Осторожно, чтобы не открывать всего про десант, расспрашиваю о ближайших деревнях, лесах, дорогах. Старушка охотно рассказывает, но предупреждает поминутно:

— Запомни, солдатик: ты не был здесь, я тебя не кормила, не поила. А узнают немцы, что застольничала с тобой, — повесят. Теперь нашему человеку хуже, чем зверю. Зверя в охотное, в разрешенное время бьют да ловят, а за людьми уж два года и днем и ночью не утихает охота. Кого в Германию на работу волокут, кого в гестапо на пытки, на виселицу… — Говорит шепотом, озираясь на единственное крохотное оконце, целиком закрытое дерюжкой.

Между прочим, называет и Таганский лес, где назначен сбор нашей бригаде. До него километров двадцать. Если мне надо попасть туда незаметно, она советует идти не мешкая и спроворить всю путь-дорогу за одну ночь.

Днем спрятаться негде: кругом широко лежат голые места. А русские недавно набросали каких-то десантиков, и немцы рыскают за ними вроде собачьей своры, хватают всех подряд. Дай, господи, сил скачать эту черную годину, это лихолетье!

— Скоро скачаете. Наша Красная Армия на днях сюда, за Днепр, шагнет.

— Стало быть, пирожок сменил корочку. — Старуха трогает мои погоны. — Совсем как в старое время. А нутро, начинка какая? Все прежняя? С чем идете к нам?

— С правдой, со свободой.

— А с богом как?

— Бог — пустая выдумка.

— Не скажи. Бог если и не дает ничего человеку, то и не требует ничего: ни налогов, ни работы, ни мужиков к армию. Дашь, не дашь на храм — он все равно молчит. А помолишься, пожалишься, поплачешься ему — как гора с плеч.

— Зато поп…

— И тот силком в чужой карман не лезет, сколь дашь, столь и унесет. А с колхозами как делаетесь?

— Восстанавливаем. А вы здесь с колхозами, без них?

Всяко, разно, середка на половинке. Где единолично справляемся, где вроде бы колхозом, подпираем друг дружку, помогаем выстоять. Вот коров сообща скрываем, а мелочь — овец, поросят, кур — всяк сам бережет. Немец одно знает: «Дай! Давай!» А как добываешь — единолично, артельно, — не встревает в это. Есть и такие, что совсем кинули поля, урожай, все крестьянское дело и скрылись куда-то.

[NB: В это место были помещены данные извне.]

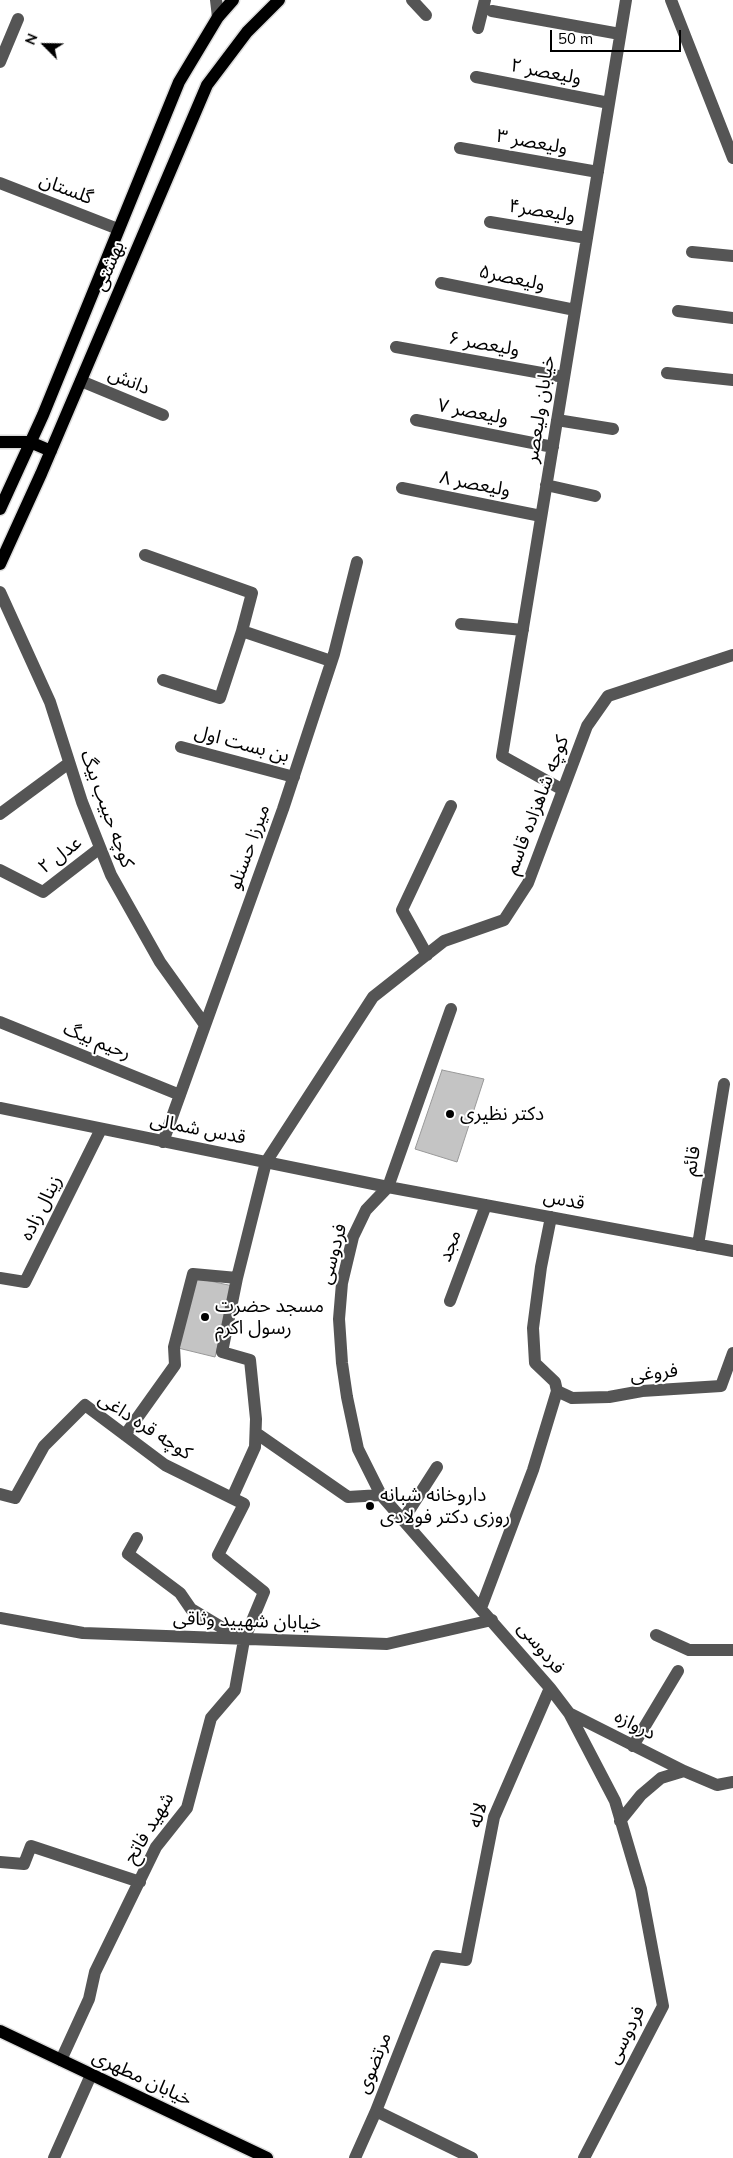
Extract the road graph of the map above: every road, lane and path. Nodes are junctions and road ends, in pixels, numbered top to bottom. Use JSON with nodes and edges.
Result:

Мне пора уходить. Спрашиваю, как зовут старушку.

— Не пытай, милый, не скажу. Тебе это ни к чему, а мне лишнее беспокойство. Уйдешь — буду думать: вот проговорится, вот донесет немцам. Хоть и все равно придется умирать, а прежде своей смерти, от руки супостатов, не хочу. Не согласна!

— Донесу… — Я не знаю, оскорбиться или посмеяться на такую нелепость. — Перекрестись, бабушка, скажи: «Чур меня, чур!»

— Не сердись, солдатик. Нам приходится всяко думать. Голова от дум стала, как коленка, лысая. — Она снимает платок, на голове вместо волос коротенький седой пух. — До войны коса была, плохонькая, старушечья, но все ж коса. А за выкупацию, за два годочка, вся вылезла. Вот как достается нам выкупация.

Я сказал, что интересуюсь ее именем не для доноса, а на память. Она и не догадывается, сколько для меня сделала. Она мне будет вечно памятна.

— И не хочу знать, — старуха машет руками, точно отбиваясь от роя обозленных пчел, — не хочу, не хочу! И ты не говори про себя, какой, откуда, как зовут. Если, не приведи бог, спросят, я и в самом деле не знаю тебя. Теперь, миленький, лучше не знать, чем знать. Не знаешь — и выболтать нечего, и врать не надо, одно слово: не знаю. И меня не спрашивай. А запомнить можешь и без имени, просто Лысую. Легче даже.